Well I am back after my recent leave of absences!  The last month has been long and busy.  It's hard to believe it has been a month since we were faced with a change of plans.  If all went as planned Mark would have been in transplant today.  How much I wish that was true, but it's not and it's time to move forward.  I guess I didn't realize that I was hit with a bout of depression over the last couple weeks.  It was brought to my attention by someone so dear to me.  At that moment it kicked me in gear again.  I had to pick up the pieces make decision and move forward.  Chris and I took a little bit of time to decide what would be best for us.  Realizing that we were looking at transplant not happening in the near future with a living donor, we have decided to list him on the deceased donor list.  In the time we would get another living donor cleared, the monthly transplant slots would most likely be booked well into the fall.  With Mark's blood type and his priority on the list, we will be looking at a wait of anywhere as soon as 12 hours up to 100 days!  Although this was a hard choice to make, it was made with ease after some major conversation with Mark's team at Children's.  We were not using a living blood relative donor to begin with.  When using a relative donor that is when they say you see a little more longevity out of the kidney...So in the case that it is a non relative donor, the team seem to think that it would almost be a lateral move.  There was also the other weighing factor that Mark will most likely need multiple transplants in his life.  Listing him while he is under the age of 18 gives him priority.  This gives us hopes of having to rely on living donors later down the road.

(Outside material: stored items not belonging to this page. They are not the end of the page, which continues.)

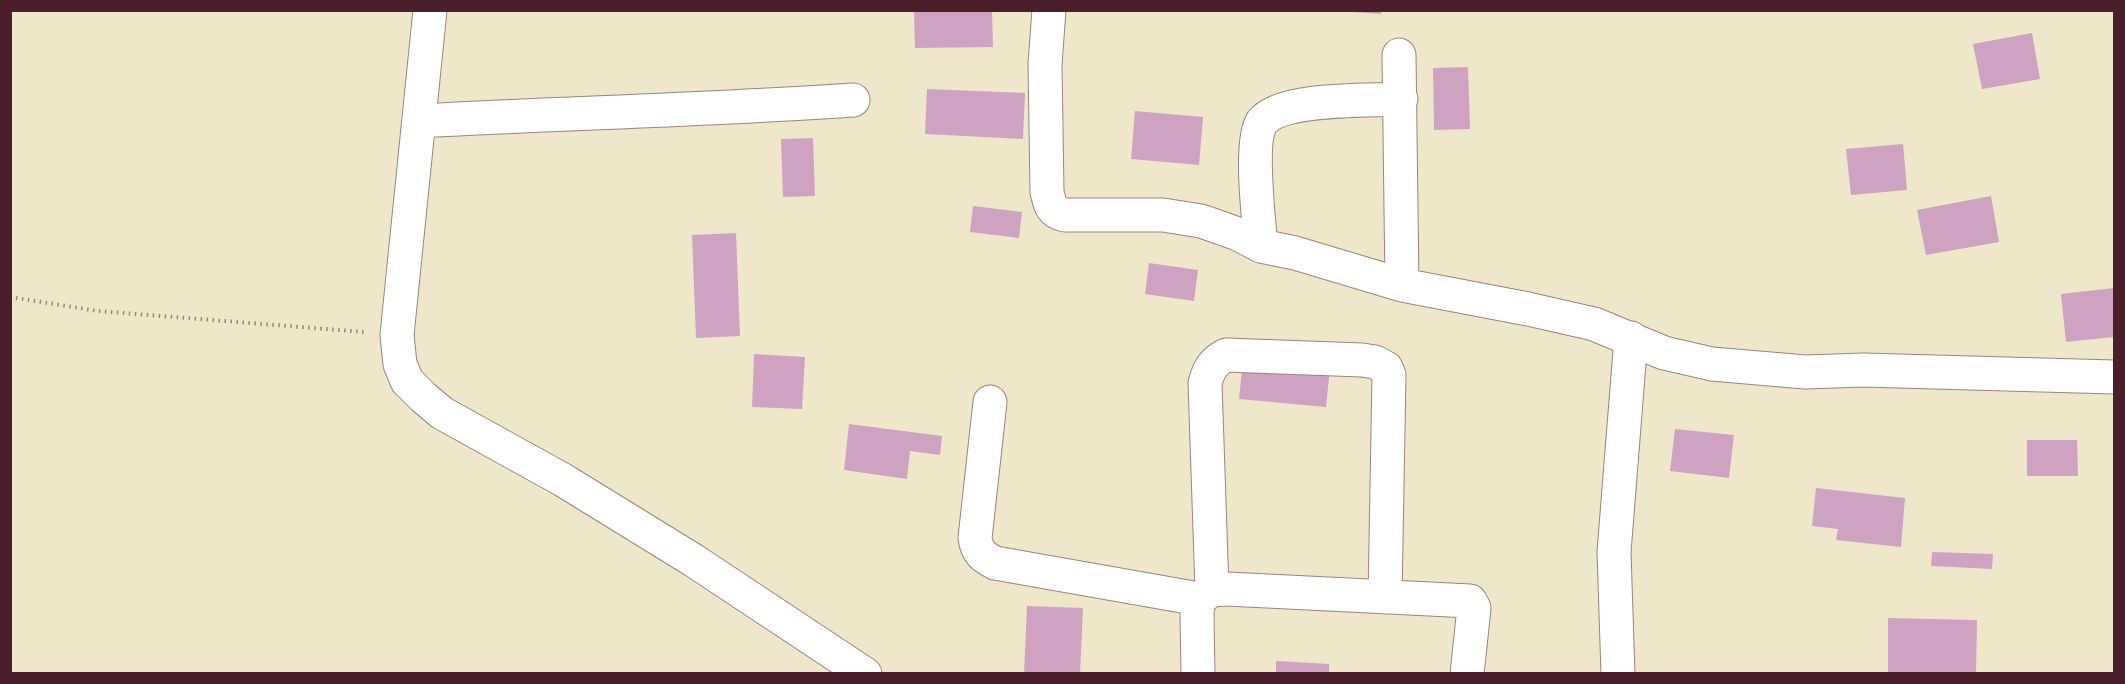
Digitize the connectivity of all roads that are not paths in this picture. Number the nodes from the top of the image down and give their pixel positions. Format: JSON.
{"nodes":[{"id":1,"x":429,"y":10,"type":"edge"},
{"id":2,"x":1049,"y":10,"type":"edge"},
{"id":3,"x":1399,"y":55,"type":"dead end"},
{"id":4,"x":1401,"y":99,"type":"junction"},
{"id":5,"x":854,"y":100,"type":"dead end"},
{"id":6,"x":419,"y":121,"type":"junction"},
{"id":7,"x":1261,"y":246,"type":"junction"},
{"id":8,"x":1402,"y":285,"type":"junction"},
{"id":9,"x":1631,"y":338,"type":"junction"},
{"id":10,"x":2115,"y":378,"type":"edge"},
{"id":11,"x":990,"y":402,"type":"dead end"},
{"id":12,"x":1206,"y":595,"type":"junction"},
{"id":13,"x":1385,"y":597,"type":"junction"},
{"id":14,"x":865,"y":674,"type":"edge"},
{"id":15,"x":1198,"y":674,"type":"edge"},
{"id":16,"x":1467,"y":674,"type":"edge"},
{"id":17,"x":1618,"y":674,"type":"edge"}],
"edges":[{"from":1,"to":6,"type":"street"},
{"from":2,"to":7,"type":"street"},
{"from":3,"to":4,"type":"street"},
{"from":4,"to":7,"type":"street"},
{"from":4,"to":8,"type":"street"},
{"from":5,"to":6,"type":"street"},
{"from":6,"to":14,"type":"street"},
{"from":7,"to":8,"type":"street"},
{"from":8,"to":9,"type":"street"},
{"from":9,"to":10,"type":"street"},
{"from":9,"to":17,"type":"street"},
{"from":11,"to":12,"type":"street"},
{"from":12,"to":13,"type":"street"},
{"from":12,"to":13,"type":"street"},
{"from":12,"to":15,"type":"street"},
{"from":13,"to":16,"type":"street"}]}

What will happen next...We wait to be activated on the transplant list.  He has his clearance for transplant...almost..yes almost :(  We are currently waiting on some blood levels to stabilize then he will officially be activated.  We also had to have ANOTHER catheter replacement last Tuesday!  This was a bit unexpected.  The catheter had been acting up a bit, but after all the line studies a couple moths ago they were saying there would be no replacement.  Everything was running as it should..But then we had the infection in the line.  It also appeared to look as if there was so infection around the outside of the catheter.  Although they never said it was infected the had been applying a topical antibiotic to the area.  The second cath did not heal as nice as the first one.  Finally it was noticeable that the cuff was exposed (the top of the cath that should be in the body) once this was determined, it had to be removed.  It could fall out at any point if it was not removed...that was scary enough for me!  So I guess I'm happy to say we are the proud owner of a third catheter in six months!  We have only had a week of treatment with it and it seems to be running well...knock on wood!
We have been busy...I am hoping that it all works out and we will be activated soon and receive a call quickly!  I have say I am happy to be back behind the laptop.  I try not to be so down in the dumps but the last month has been hard on me.